For research of hereditary conditions, we need familiy pedigrees with one or more affected dogs. Ideally, we would like to have samples from the affected individuals, all siblings, and parents. Grandparents and half-siblings also add some information.
Useful Research Families
Ned Patterson, DVM
University of Minnesota, College of Veterinary Medicine
Most owners and breeders are accustomed to looking at pedigrees that focus on an individual dog and it's ancestors. Geneticists look at entire family groups to compare the genotype (DNA) and phenotype (visible traits) of closely related individuals.
Research Pedigree Example
As this example shows, males are represented by squares and females by circles, with black fill for affected animals and open shapes for normal individuals.
All pedigrees with at least one affected individual are useful. In general, more genetic information is generated by more affected individuals, and more affected generations.
Ideal Research Family Pedigree
A pedigree with affected individuals in more than one generation is the ideal family for genetic research.

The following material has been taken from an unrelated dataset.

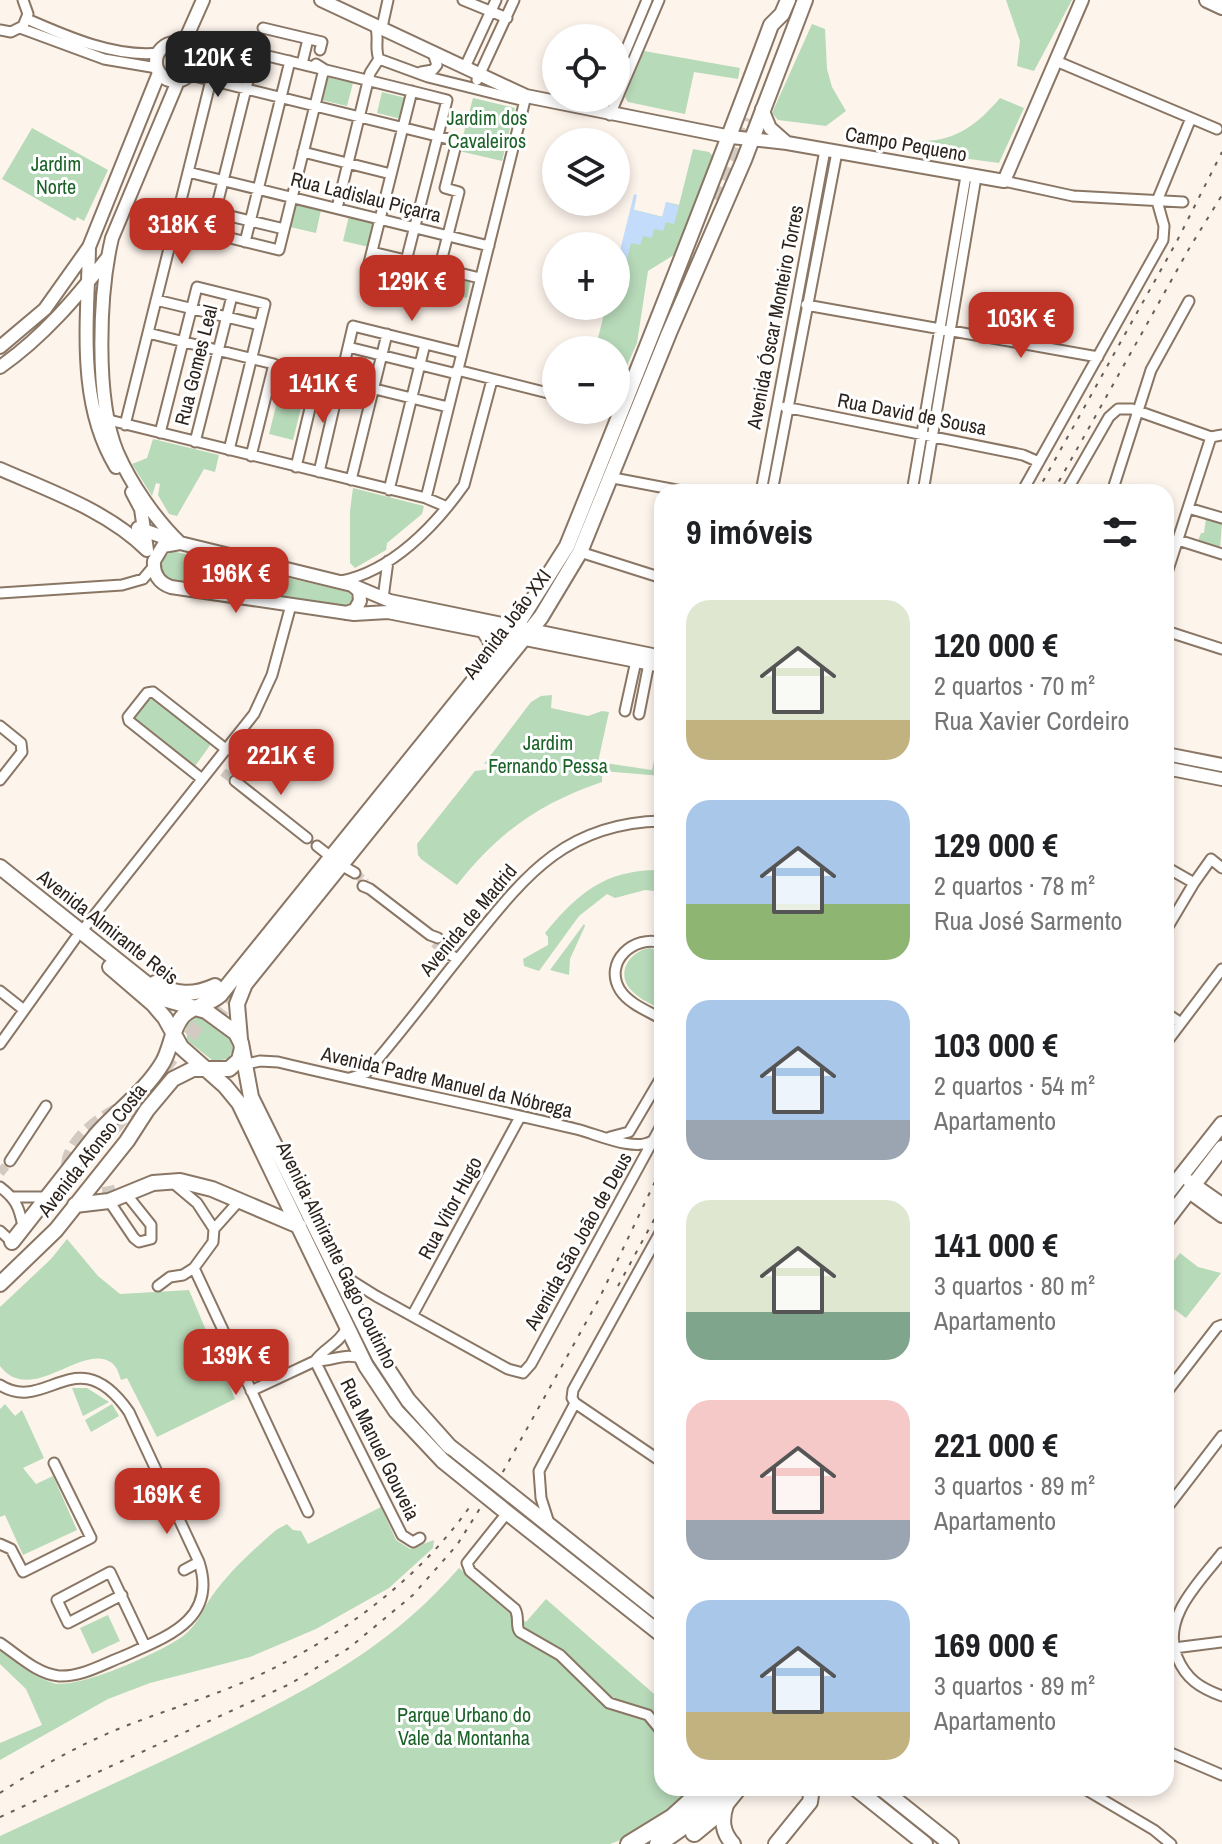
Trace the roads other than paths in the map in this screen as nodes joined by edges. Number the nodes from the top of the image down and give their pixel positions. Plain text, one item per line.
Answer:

A family with one affected parent, and more than one affected offspring yields at least 6 times more genetic information than a family with a single affected individual.
In this family, the affected and the non-affected offspring are equally important for research - all siblings should be sampled if possible.
Very Useful Research Family Pedigree
A family with multiple affected offspring from non-affected parents is also very useful. As with the previous example, try to sample all living family members.
Useful Research Family Pedigree
This family has only one affected individual, and fewer living family members. While this does not give researchers as much information as the previous two examples, there is useful information to be gained by sampling these dogs.
We are interested in samples from any pedigree with an affected individual.